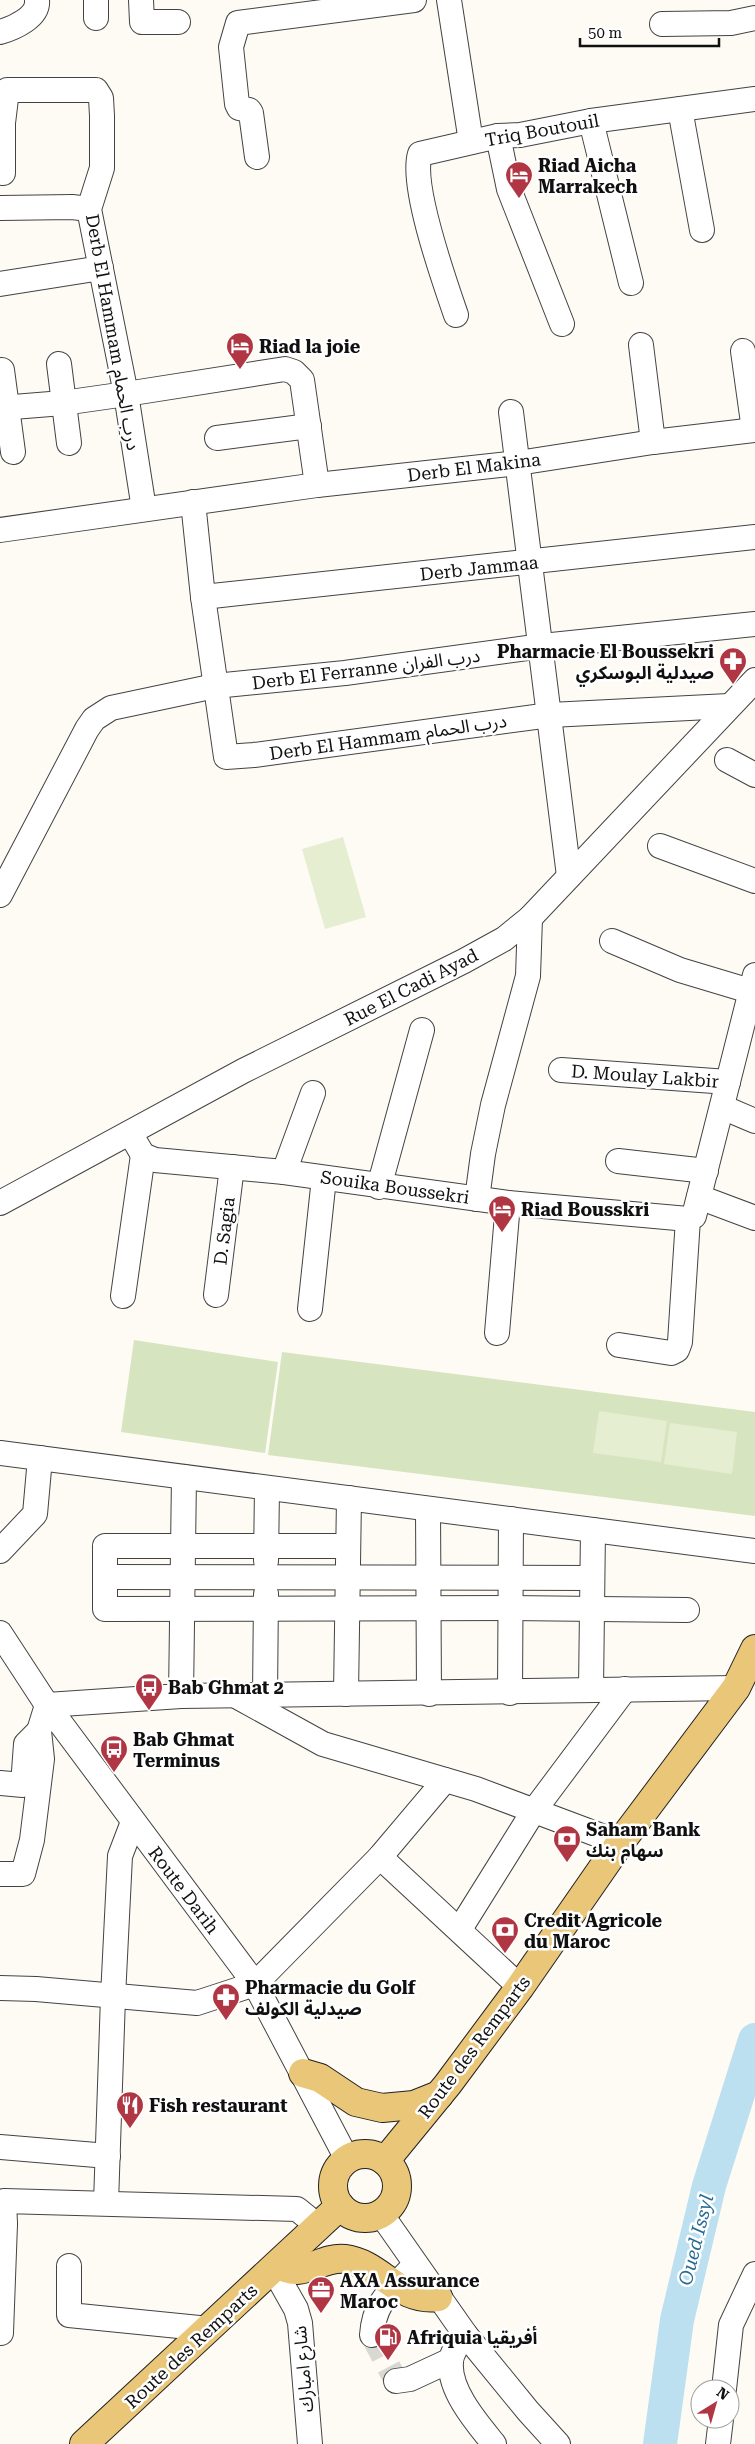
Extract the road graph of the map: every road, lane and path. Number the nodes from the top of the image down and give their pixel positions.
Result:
1 (37, 0) edge
2 (141, 0) edge
3 (414, 0) edge
4 (449, 0) edge
5 (755, 18) edge
6 (178, 22) dead end
7 (662, 24) dead end
8 (0, 32) edge
9 (755, 99) edge
10 (680, 109) junction
11 (590, 121) junction
12 (498, 136) junction
13 (471, 142) junction
14 (257, 157) dead end
15 (3, 173) dead end
16 (0, 208) edge
17 (89, 209) junction
18 (702, 230) dead end
19 (101, 268) junction
20 (631, 283) dead end
21 (0, 284) edge
22 (456, 315) dead end
23 (562, 324) dead end
24 (641, 345) dead end
25 (743, 351) dead end
26 (59, 364) dead end
27 (2, 370) dead end
28 (126, 394) junction
29 (63, 403) junction
30 (4, 407) edge
31 (511, 412) dead end
32 (309, 426) junction
33 (755, 430) edge
34 (217, 438) dead end
35 (653, 442) junction
36 (69, 443) dead end
37 (13, 452) dead end
38 (518, 463) junction
39 (317, 485) junction
40 (193, 502) junction
41 (144, 509) junction
42 (0, 530) edge
43 (755, 537) edge
44 (531, 563) junction
45 (203, 597) junction
46 (755, 624) edge
47 (542, 646) junction
48 (215, 686) junction
49 (753, 687) edge
50 (729, 706) junction
51 (550, 714) junction
52 (727, 760) dead end
53 (755, 775) edge
54 (660, 846) dead end
55 (569, 876) junction
56 (755, 881) edge
57 (0, 896) edge
58 (530, 918) junction
59 (612, 941) dead end
60 (751, 996) edge
61 (422, 1030) dead end
62 (561, 1070) dead end
63 (728, 1082) junction
64 (314, 1094) dead end
65 (722, 1107) junction
66 (755, 1121) edge
67 (130, 1133) junction
68 (143, 1155) junction
69 (618, 1161) dead end
70 (232, 1167) junction
71 (706, 1171) junction
72 (284, 1172) junction
73 (324, 1178) junction
74 (379, 1187) junction
75 (699, 1197) junction
76 (476, 1199) junction
77 (0, 1203) edge
78 (508, 1204) junction
79 (755, 1218) edge
80 (688, 1219) junction
81 (216, 1295) dead end
82 (124, 1296) dead end
83 (310, 1309) dead end
84 (497, 1334) dead end
85 (619, 1345) dead end
86 (0, 1453) edge
87 (40, 1458) junction
88 (184, 1477) junction
89 (267, 1488) junction
90 (349, 1498) junction
91 (428, 1509) junction
92 (511, 1519) junction
93 (593, 1530) junction
94 (183, 1546) junction
95 (266, 1546) junction
96 (348, 1546) junction
97 (0, 1551) edge
98 (755, 1551) edge
99 (428, 1576) junction
100 (105, 1577) junction
101 (182, 1577) junction
102 (511, 1577) junction
103 (266, 1578) junction
104 (348, 1578) junction
105 (592, 1578) junction
106 (429, 1608) junction
107 (510, 1608) junction
108 (182, 1609) junction
109 (347, 1609) junction
110 (266, 1610) junction
111 (592, 1610) junction
112 (687, 1610) dead end
113 (0, 1633) edge
114 (755, 1648) edge
115 (746, 1680) edge
116 (591, 1689) junction
117 (625, 1689) junction
118 (510, 1693) junction
119 (346, 1694) junction
120 (429, 1694) junction
121 (181, 1696) junction
122 (237, 1696) junction
123 (265, 1696) junction
124 (47, 1705) junction
125 (39, 1731) junction
126 (445, 1780) junction
127 (0, 1783) edge
128 (533, 1812) junction
129 (133, 1822) junction
130 (620, 1843) junction
131 (380, 1858) junction
132 (0, 1874) edge
133 (460, 1930) junction
134 (255, 1984) junction
135 (520, 1987) junction
136 (0, 1988) edge
137 (113, 1997) junction
138 (303, 2073) junction
139 (440, 2094) junction
140 (0, 2147) edge
141 (108, 2156) junction
142 (347, 2159) junction
143 (385, 2160) junction
144 (106, 2204) junction
145 (340, 2206) junction
146 (381, 2214) junction
147 (2, 2224) edge
148 (318, 2226) junction
149 (415, 2265) junction
150 (69, 2266) dead end
151 (276, 2267) junction
152 (755, 2274) edge
153 (395, 2286) junction
154 (438, 2297) junction
155 (210, 2329) junction
156 (0, 2333) edge
157 (465, 2334) junction
158 (372, 2335) tunnel mouth
159 (451, 2360) junction
160 (725, 2379) edge
161 (396, 2381) dead end
162 (720, 2429) edge
163 (84, 2444) edge
164 (310, 2444) edge
165 (494, 2444) edge
166 (558, 2444) edge
167 (718, 2444) edge

1 - 8 street
2 - 6 street
3 - 14 street
4 - 13 street, Triq Boutouil
5 - 7 street
9 - 10 street, Triq Boutouil
10 - 11 street, Triq Boutouil
10 - 18 street
11 - 12 street, Triq Boutouil
11 - 20 street
12 - 13 street, Triq Boutouil
12 - 23 street
13 - 22 street
15 - 17 street, Derb El Hammam درب الحمام
16 - 17 street
17 - 19 street, Derb El Hammam درب الحمام
19 - 21 street
19 - 28 street, Derb El Hammam درب الحمام
24 - 35 street
25 - 33 street
26 - 29 street
27 - 30 street
28 - 29 street
28 - 32 street
28 - 41 street, Derb El Hammam درب الحمام
29 - 30 street
29 - 36 street
30 - 37 street
31 - 38 street
32 - 34 street
32 - 39 street
33 - 35 street, Derb El Makina
35 - 38 street, Derb El Makina
38 - 39 street, Derb El Makina
38 - 44 street
39 - 40 street, Derb El Makina
40 - 41 street
40 - 45 street
41 - 42 street
43 - 44 street, Derb Jammaa
44 - 45 street, Derb Jammaa
44 - 47 street
45 - 48 street
46 - 47 street, Derb El Ferranne درب الفران
47 - 48 street, Derb El Ferranne درب الفران
47 - 51 street
48 - 51 street, Derb El Hammam درب الحمام
48 - 57 street, Derb El Ferranne درب الفران
49 - 50 street, Rue El Cadi Ayad
50 - 51 street, Derb El Hammam درب الحمام
50 - 55 street, Rue El Cadi Ayad
51 - 55 street
52 - 53 street
54 - 56 street
55 - 58 street, Rue El Cadi Ayad
58 - 67 street, Rue El Cadi Ayad
58 - 76 street
59 - 60 street
60 - 63 street
61 - 74 street
62 - 63 street, D. Moulay Lakbir
63 - 65 street
64 - 72 street
65 - 66 street
65 - 71 street
67 - 68 street
67 - 77 street, Rue El Cadi Ayad
68 - 70 street, Souika Boussekri
68 - 82 street
69 - 71 street
70 - 72 street, Souika Boussekri
70 - 81 street, D. Sagia
71 - 75 street
72 - 73 street, Souika Boussekri
73 - 74 street, Souika Boussekri
73 - 83 street
74 - 76 street, Souika Boussekri
75 - 79 street
75 - 80 street
76 - 78 street, Souika Boussekri
78 - 80 street, Souika Boussekri
78 - 84 street
80 - 85 street
86 - 87 street
87 - 88 street
87 - 97 street
88 - 89 street
88 - 94 street
89 - 90 street
89 - 95 street
90 - 91 street
90 - 96 street
91 - 92 street
91 - 99 street
92 - 93 street
92 - 102 street
93 - 98 street
93 - 105 street
94 - 95 street
94 - 100 street
94 - 101 street
95 - 96 street
95 - 103 street
96 - 104 street
99 - 102 street
99 - 104 street
99 - 106 street
100 - 101 street
100 - 108 street
101 - 103 street
101 - 108 street
102 - 105 street
102 - 107 street
103 - 104 street
103 - 110 street
104 - 109 street
105 - 111 street
106 - 107 street
106 - 109 street
106 - 120 street
107 - 111 street
107 - 118 street
108 - 110 street
108 - 121 street
109 - 110 street
109 - 119 street
110 - 123 street
111 - 112 street
111 - 116 street
113 - 124 street, Route Darih
114 - 115 main road, Route des Remparts
115 - 117 street
115 - 130 main road, Route des Remparts
116 - 117 street
116 - 118 street
117 - 128 street
118 - 120 street
119 - 120 street
119 - 123 street
121 - 122 street
121 - 124 street
122 - 123 street
122 - 126 street
124 - 125 street
124 - 129 street, Route Darih
125 - 127 street
125 - 132 street
126 - 128 street
126 - 131 street
128 - 130 street
128 - 133 street
129 - 134 street, Route Darih
129 - 137 street
130 - 135 main road, Route des Remparts
131 - 133 street
131 - 134 street
133 - 135 street
134 - 137 street
134 - 138 street, Route Darih
135 - 139 main road, Route des Remparts
136 - 137 street
137 - 141 street
138 - 139 main road
138 - 142 street, Route Darih
139 - 143 main road, Route des Remparts
140 - 141 street
141 - 144 street
142 - 143 main road
142 - 145 main road
143 - 146 main road
144 - 147 street
144 - 148 street
145 - 146 main road
145 - 148 main road, Route des Remparts
146 - 149 street
147 - 156 street
148 - 151 main road, Route des Remparts
149 - 153 street
149 - 154 street
150 - 155 street
151 - 153 main road
151 - 155 main road, Route des Remparts
151 - 164 street, شارع امبارك
152 - 160 street
153 - 154 main road
153 - 158 street
154 - 157 street
155 - 163 main road, Route des Remparts
157 - 159 street
157 - 166 street
159 - 161 street
159 - 165 street
162 - 167 street

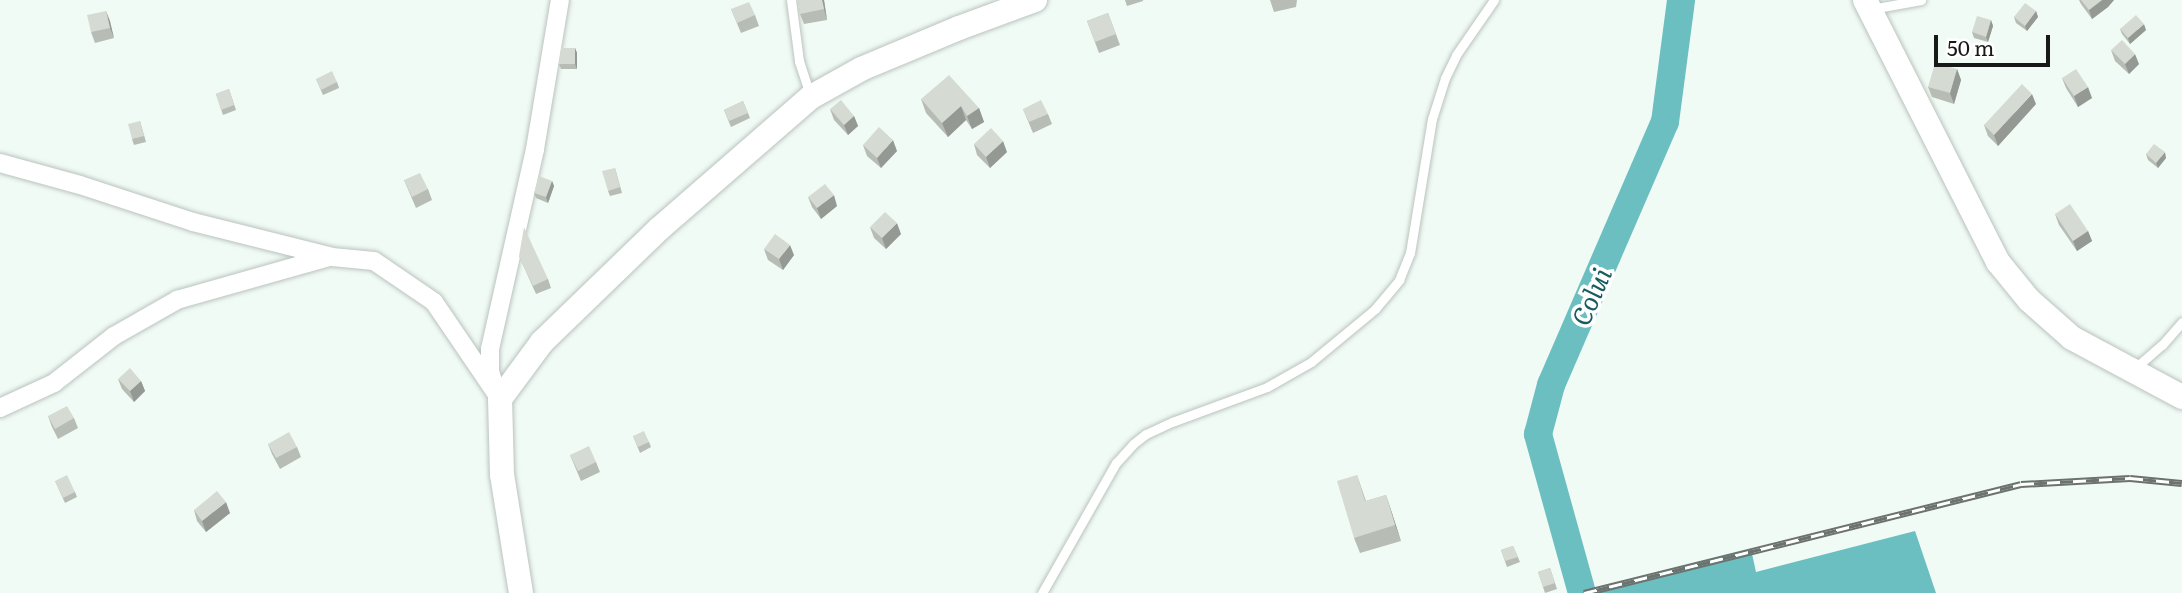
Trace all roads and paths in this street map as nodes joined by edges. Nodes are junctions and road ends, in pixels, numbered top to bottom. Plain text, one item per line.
1 (560, 0) edge
2 (790, 0) edge
3 (1035, 0) edge
4 (1494, 0) edge
5 (1921, 0) edge
6 (1867, 5) edge
7 (811, 97) junction
8 (0, 163) edge
9 (332, 257) junction
10 (2182, 322) edge
11 (2182, 337) edge
12 (2169, 339) junction
13 (2133, 370) junction
14 (2182, 397) edge
15 (500, 399) junction
16 (0, 408) edge
17 (521, 593) edge
18 (1042, 593) edge

1 - 15 street
2 - 7 lane
3 - 7 street
4 - 18 lane
5 - 6 lane
6 - 13 street
7 - 15 street
8 - 9 street
9 - 15 street
9 - 16 street
10 - 12 lane
11 - 12 lane
12 - 13 lane
13 - 14 street
15 - 17 street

What this task involves:
Where does the word "Jammaa" appear in the material above? Copy every line that holds it.

Exercise result:
43 - 44 street, Derb Jammaa
44 - 45 street, Derb Jammaa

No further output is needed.